Tolkien does make it clear that, in spite of their disconnect from Sauron's tampering, the One Ring is powerful enough to dominate the Three, as well. In fact, in "The Lord of the Rings," it explains that if the Dark Lord gets the One Ring, all of the work that had been done with the Three Rings would be laid bare.

One Ring to rule them all

Finally, we have the top dog, the cat's pajamas, the pièce de résistance: the One Ring. This is the ultimate piece in the Middle-earth jewelry box. It isn't just a Ring of Power, like the others. Sauron literally infuses it with a bunch of his own native power to give it the strength to dominate the others.

"The Fellowship of the Ring" describes the high-stakes nature of the One Ring by saying, "He only needs the One; for he made that Ring himself, it is his, and he let a great part of his own former power pass into it, so that he could rule all the others."

Gigantic power plays aside, the One Ring has quite a few features worth pointing out. The obvious one is that it makes its wearer invisible. Not only that, it brings them into the spiritual realm, too. It also gives them an understanding of different languages and can extend their lives indefinitely.

More than all the other rings, the One Ring is also able to take care of itself. It can sense its master's call and respond in very direct ways, like changing sizes. Its lust is also so strong that it can overcome the will of anyone who possesses it.

Ring Power at work

Each of the Rings of Power has its own story, powerful properties, and elements of good or evil. However, the actual way that the Rings work is a bit of a mystery. As we've already seen from the breakdown of each of the different groups of rings, the way that they impacted their owners varies. Dwarves are too stubborn to turn invisible. Men become creatures of ghostly terror. Elves are able to influence their environments — but they don't turn invisible.

While their impact is different, though, there's no doubt that the Rings of Power enhance the abilities of their wearers.
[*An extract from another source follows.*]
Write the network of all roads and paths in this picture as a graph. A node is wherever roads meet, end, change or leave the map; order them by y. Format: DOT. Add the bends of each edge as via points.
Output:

Sometimes this is subtle, such as making it easier for the Dwarves to cultivate their wealth. At other times, it's very direct, like Bilbo turning invisible to fight giant spiders in Mirkwood. Throughout his writing about magic rings, though, Tolkien never seems to codify a specific set of rules that they operate under. Instead, he lets their physical manifestations of power hint at a much larger, more impressive spiritual element that takes place behind the scenes.
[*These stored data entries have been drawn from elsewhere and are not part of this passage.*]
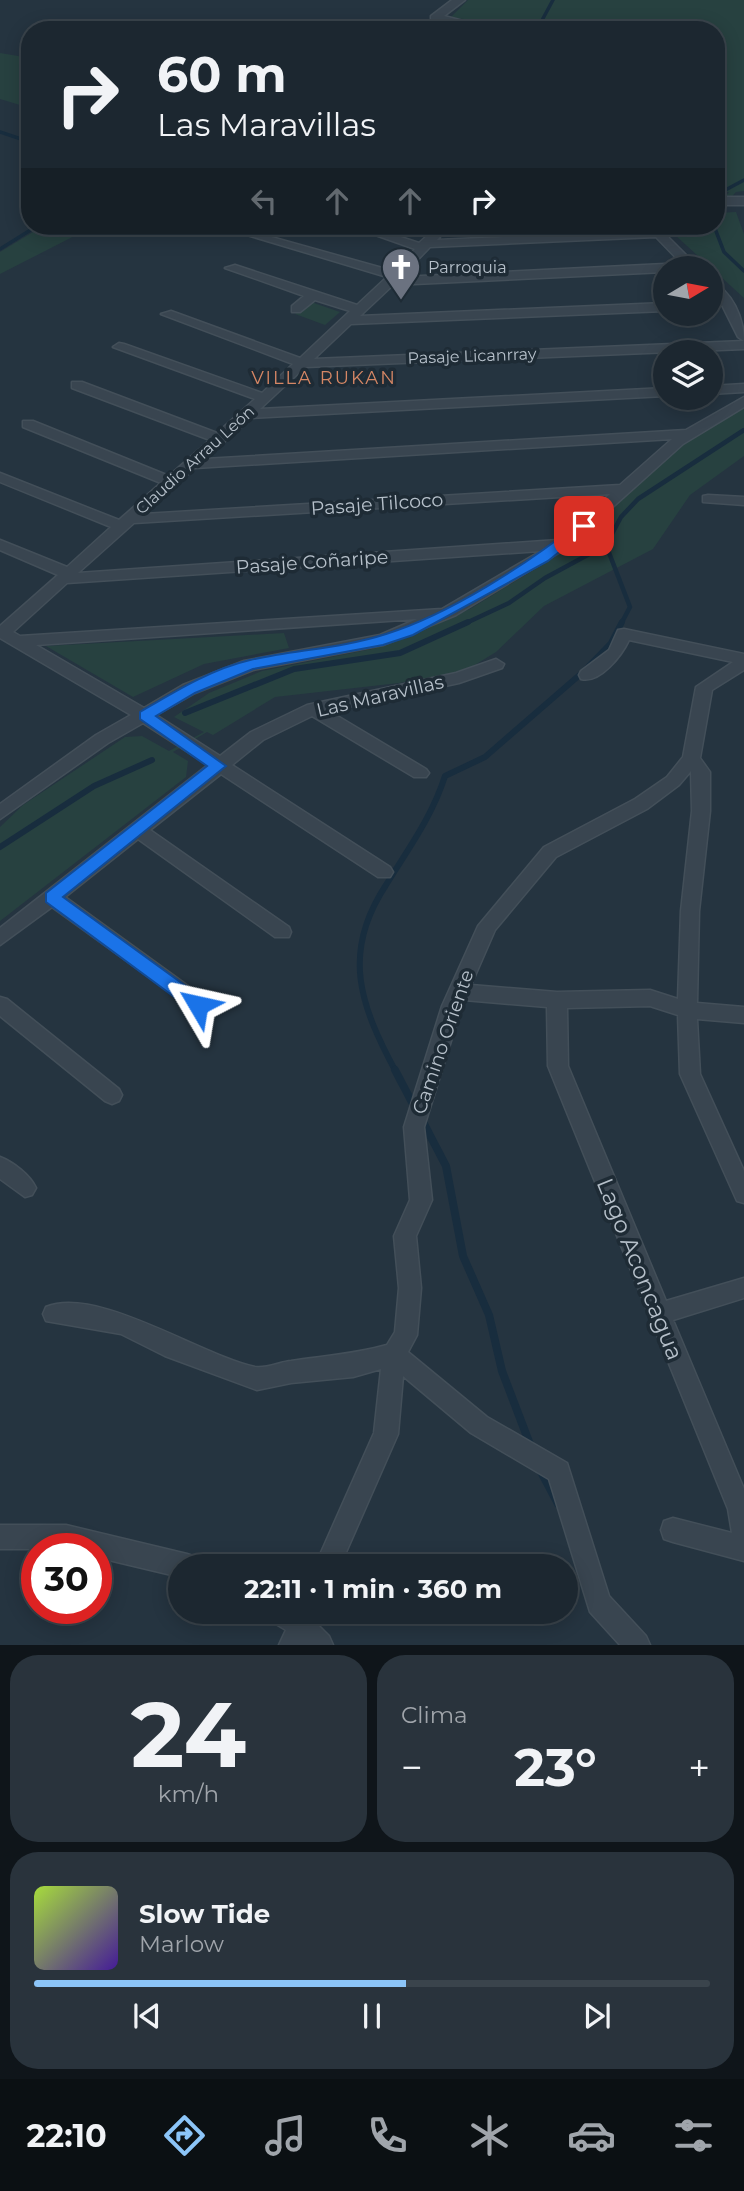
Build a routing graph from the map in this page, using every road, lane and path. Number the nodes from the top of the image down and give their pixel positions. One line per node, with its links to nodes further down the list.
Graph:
1 (458, 0): 2 (street)
2 (449, 21)
3 (725, 201): 4 (street)
4 (744, 201)
5 (253, 235): 14 (street)
6 (386, 235): 10 (street)
7 (434, 235): 10 (street, Claudio Arrau León)
8 (575, 235): 10 (street)
9 (663, 235): 11 (street)
10 (422, 246): 14 (street, Claudio Arrau León)
11 (678, 256)
12 (231, 268): 15 (street)
13 (653, 268): 14 (street)
14 (392, 279): 22 (street, Claudio Arrau León)
15 (313, 295): 20 (street); 22 (street)
16 (723, 299): 18 (street)
17 (723, 304): 18 (street)
18 (727, 304): 23 (street)
19 (653, 306): 22 (street)
20 (296, 309)
21 (167, 314): 26 (street, Pasaje Licanrray)
22 (353, 315): 26 (street, Claudio Arrau León)
23 (744, 337)
24 (744, 345): 26 (street, Pasaje Licanrray)
25 (119, 347): 31 (street)
26 (301, 363): 31 (street, Claudio Arrau León)
27 (77, 385): 36 (street)
28 (744, 388): 29 (street)
29 (723, 389)
30 (653, 393): 33 (street)
31 (264, 398): 33 (street, Claudio Arrau León)
32 (744, 401): 35 (street)
33 (247, 414): 36 (street, Claudio Arrau León)
34 (28, 424): 39 (street)
35 (690, 434): 37 (street); 40 (street)
36 (219, 439): 37 (street, Claudio Arrau León)
37 (193, 464): 39 (street, Claudio Arrau León)
38 (0, 477): 43 (street)
39 (171, 482): 43 (street, Claudio Arrau León)
40 (626, 489): 43 (street, Pasaje Tilcoco); 45 (street)
41 (708, 499): 42 (street)
42 (744, 501)
43 (124, 523): 46 (street, Claudio Arrau León)
44 (0, 545): 46 (street)
45 (562, 545): 46 (street, Pasaje Coñaripe); 47 (street)
46 (64, 576): 48 (street, Claudio Arrau León)
47 (451, 611): 49 (street); 54 (street)
48 (1, 631): 49 (street)
49 (19, 641): 54 (street)
50 (744, 661): 52 (street); 55 (street)
51 (496, 664): 53 (street, Las Maravillas)
52 (587, 675)
53 (313, 709): 56 (street, Las Maravillas); 57 (street)
54 (145, 716): 56 (street); 58 (street)
55 (691, 759): 64 (street, Camino Oriente); 68 (street)
56 (218, 766): 59 (street, Las Maravillas); 60 (street)
57 (420, 773)
58 (0, 813)
59 (137, 830): 61 (street, Las Maravillas); 62 (street)
60 (384, 872)
61 (51, 897): 63 (street, Las Maravillas); 67 (street)
62 (282, 932)
63 (0, 938)
64 (458, 992): 65 (street); 77 (street, Camino Oriente)
65 (557, 1000): 68 (street); 76 (street, Lago Aconcagua)
66 (0, 1005): 70 (street)
67 (198, 1005)
68 (687, 1010): 69 (street); 73 (street)
69 (744, 1015)
70 (112, 1095)
71 (0, 1166): 72 (street)
72 (25, 1188)
73 (744, 1194)
74 (744, 1288): 76 (street)
75 (54, 1314): 77 (street)
76 (658, 1314): 79 (street, Lago Aconcagua)
77 (394, 1354): 82 (street, Camino Oriente); 86 (street)
78 (673, 1530): 81 (street)
79 (744, 1534)
80 (0, 1536): 83 (street)
81 (744, 1549)
82 (332, 1554)
83 (168, 1561)
84 (296, 1624): 85 (street)
85 (320, 1645)
86 (637, 1645)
The one theme that is consistent across all of the Rings, though, is their domination and draw toward the One Ring. This is even true for the "safer" Elven Rings. And the Rings of Men and Dwarves? They're literally cursed and perverted by Sauron. "The Silmarillion," says that "they betrayed in the end all those that used them." In "The Fellowship of the Ring" Gandalf also grimly states that for anyone who uses one of the Great Rings, "sooner or later the dark power will devour him."

Why take the chance?

The last question that we need to answer here is why Sauron makes the One Ring in the first place. Many critics have pointed out that it seems like a bone-headed move for Sauron to put his power into something that he could lose so easily. And, on the surface, that argument makes sense.

However, Tolkien gives some pretty solid reasons for why the Dark Lord would try this method of domination. For instance, in "The Silmarillion," it points out that the Rings of Power were bound up with the One Ring, "to be subject wholly to it and to last only so long as it too should last." At another point in the book, it also explains Sauron's motivation in connecting himself to the One Ring by explaining that as the Elves made the Rings of Power, "Sauron guided their labours, and he was aware of all that they did; for his desire was to set a bond upon the Elves and to bring them under his vigilance."
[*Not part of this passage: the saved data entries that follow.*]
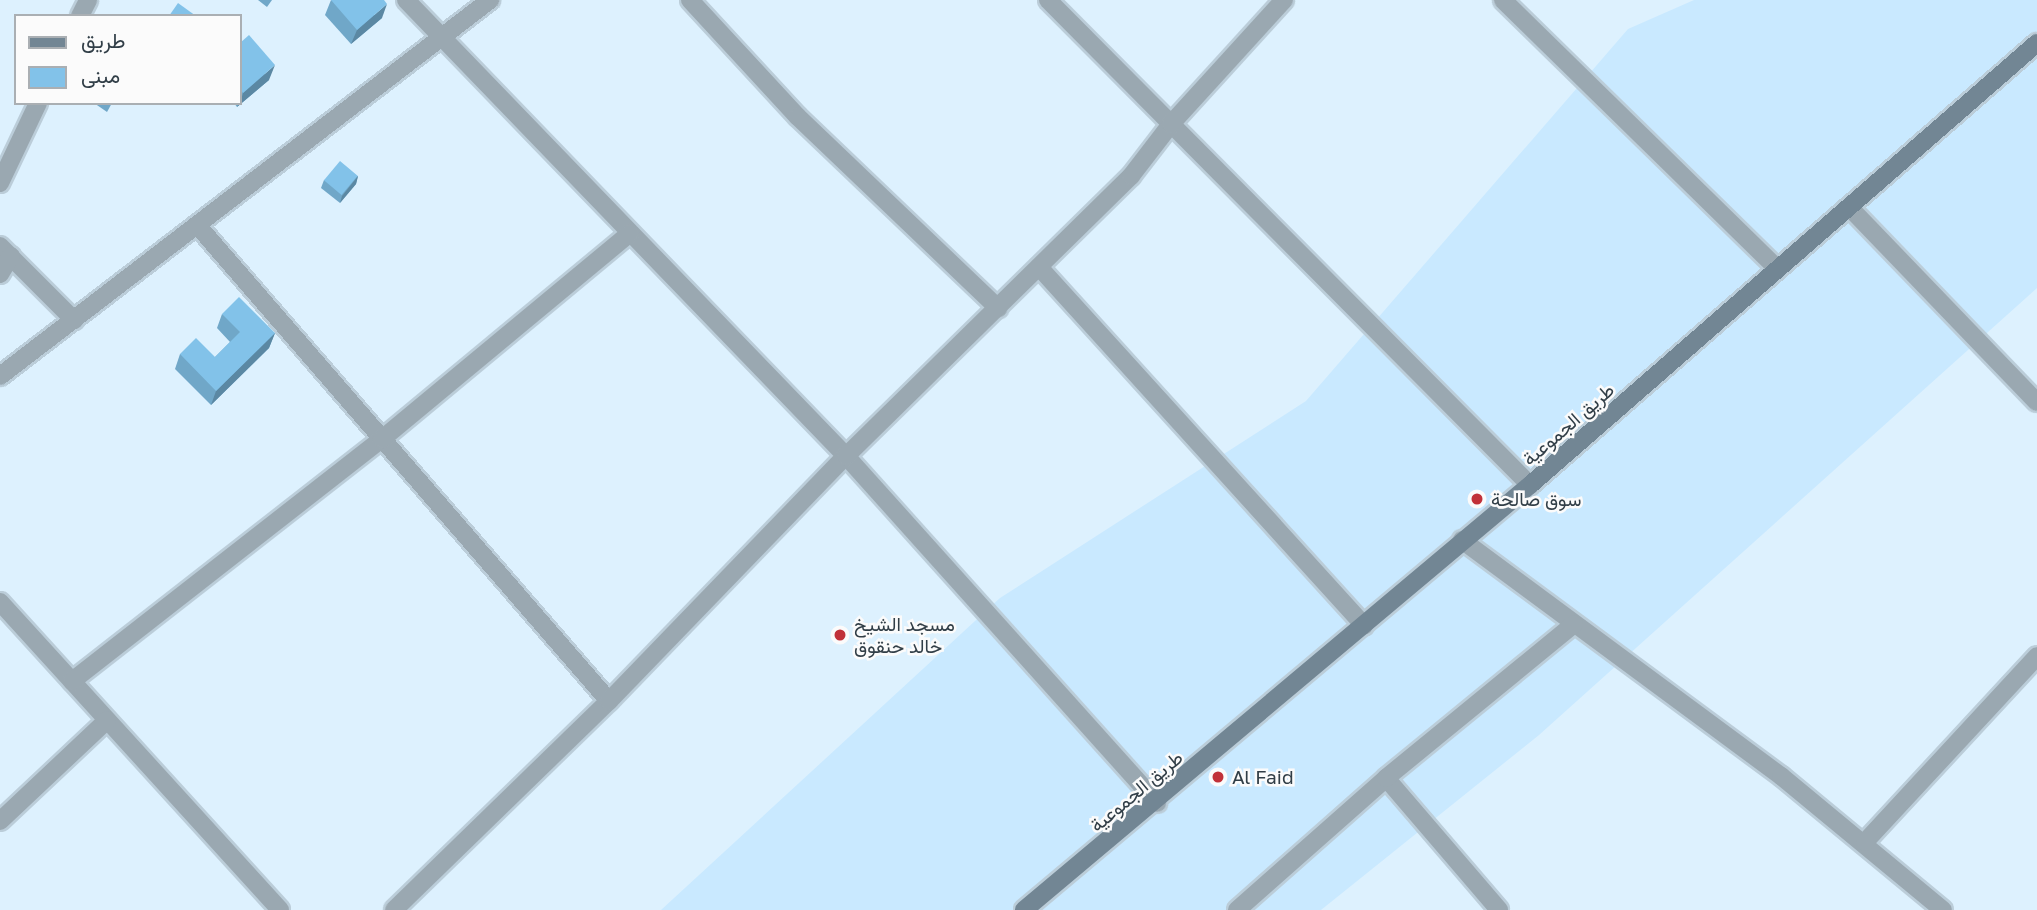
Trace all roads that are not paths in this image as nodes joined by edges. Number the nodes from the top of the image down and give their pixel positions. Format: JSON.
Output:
{"nodes":[{"id":1,"x":406,"y":0,"type":"edge"},
{"id":2,"x":490,"y":0,"type":"edge"},
{"id":3,"x":690,"y":0,"type":"edge"},
{"id":4,"x":1048,"y":0,"type":"edge"},
{"id":5,"x":1284,"y":0,"type":"edge"},
{"id":6,"x":1503,"y":0,"type":"edge"},
{"id":7,"x":442,"y":39,"type":"junction"},
{"id":8,"x":2037,"y":43,"type":"edge"},
{"id":9,"x":37,"y":105,"type":"edge"},
{"id":10,"x":1171,"y":124,"type":"junction"},
{"id":11,"x":0,"y":183,"type":"edge"},
{"id":12,"x":1850,"y":208,"type":"junction"},
{"id":13,"x":198,"y":226,"type":"junction"},
{"id":14,"x":630,"y":233,"type":"junction"},
{"id":15,"x":5,"y":251,"type":"edge"},
{"id":16,"x":1039,"y":267,"type":"junction"},
{"id":17,"x":1777,"y":268,"type":"junction"},
{"id":18,"x":0,"y":274,"type":"edge"},
{"id":19,"x":998,"y":308,"type":"junction"},
{"id":20,"x":74,"y":320,"type":"junction"},
{"id":21,"x":0,"y":376,"type":"edge"},
{"id":22,"x":2037,"y":402,"type":"edge"},
{"id":23,"x":382,"y":439,"type":"junction"},
{"id":24,"x":846,"y":456,"type":"junction"},
{"id":25,"x":1530,"y":485,"type":"junction"},
{"id":26,"x":1462,"y":540,"type":"junction"},
{"id":27,"x":0,"y":602,"type":"edge"},
{"id":28,"x":1574,"y":624,"type":"junction"},
{"id":29,"x":1364,"y":625,"type":"junction"},
{"id":30,"x":2037,"y":656,"type":"edge"},
{"id":31,"x":72,"y":681,"type":"junction"},
{"id":32,"x":609,"y":701,"type":"junction"},
{"id":33,"x":107,"y":720,"type":"junction"},
{"id":34,"x":1386,"y":778,"type":"junction"},
{"id":35,"x":1157,"y":803,"type":"junction"},
{"id":36,"x":0,"y":821,"type":"edge"},
{"id":37,"x":1865,"y":842,"type":"junction"},
{"id":38,"x":279,"y":910,"type":"edge"},
{"id":39,"x":394,"y":910,"type":"edge"},
{"id":40,"x":1024,"y":910,"type":"edge"},
{"id":41,"x":1237,"y":910,"type":"edge"},
{"id":42,"x":1499,"y":910,"type":"edge"},
{"id":43,"x":1943,"y":910,"type":"edge"}],
"edges":[{"from":1,"to":7,"type":"street"},
{"from":2,"to":7,"type":"street"},
{"from":3,"to":19,"type":"street"},
{"from":4,"to":10,"type":"street"},
{"from":5,"to":10,"type":"street"},
{"from":6,"to":17,"type":"street"},
{"from":7,"to":13,"type":"street"},
{"from":7,"to":14,"type":"street"},
{"from":8,"to":12,"type":"main road","name":"طريق الجموعية"},
{"from":9,"to":11,"type":"street"},
{"from":10,"to":16,"type":"street"},
{"from":10,"to":25,"type":"street"},
{"from":12,"to":17,"type":"main road","name":"طريق الجموعية"},
{"from":12,"to":22,"type":"street"},
{"from":13,"to":20,"type":"street"},
{"from":13,"to":23,"type":"street"},
{"from":14,"to":23,"type":"street"},
{"from":14,"to":24,"type":"street"},
{"from":15,"to":18,"type":"street"},
{"from":15,"to":20,"type":"street"},
{"from":16,"to":19,"type":"street"},
{"from":16,"to":29,"type":"street"},
{"from":17,"to":25,"type":"main road","name":"طريق الجموعية"},
{"from":19,"to":24,"type":"street"},
{"from":20,"to":21,"type":"street"},
{"from":23,"to":31,"type":"street"},
{"from":23,"to":32,"type":"street"},
{"from":24,"to":32,"type":"street"},
{"from":24,"to":35,"type":"street"},
{"from":25,"to":26,"type":"main road","name":"طريق الجموعية"},
{"from":26,"to":28,"type":"street"},
{"from":26,"to":29,"type":"main road","name":"طريق الجموعية"},
{"from":27,"to":31,"type":"street"},
{"from":28,"to":34,"type":"street"},
{"from":28,"to":37,"type":"street"},
{"from":29,"to":35,"type":"main road","name":"طريق الجموعية"},
{"from":30,"to":37,"type":"street"},
{"from":31,"to":33,"type":"street"},
{"from":32,"to":39,"type":"street"},
{"from":33,"to":36,"type":"street"},
{"from":33,"to":38,"type":"street"},
{"from":34,"to":41,"type":"street"},
{"from":34,"to":42,"type":"street"},
{"from":35,"to":40,"type":"main road","name":"طريق الجموعية"},
{"from":37,"to":43,"type":"street"}]}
Sauron isn't just pouring his power into an overpowered weapon that makes him invisible. He wants to use the One Ring to dominate the wills of his enemies — without the need to physically conquer them in the first place. This is very similar to the original Dark Lord, Morgoth, who pours so much of his spiritual power into his dark schemes, that eventually he becomes permanently bound to the physical earth.

Forging the One Ring gives Sauron a huge chance to fast-track his domination — even if it also sets the stage for his ultimate fall.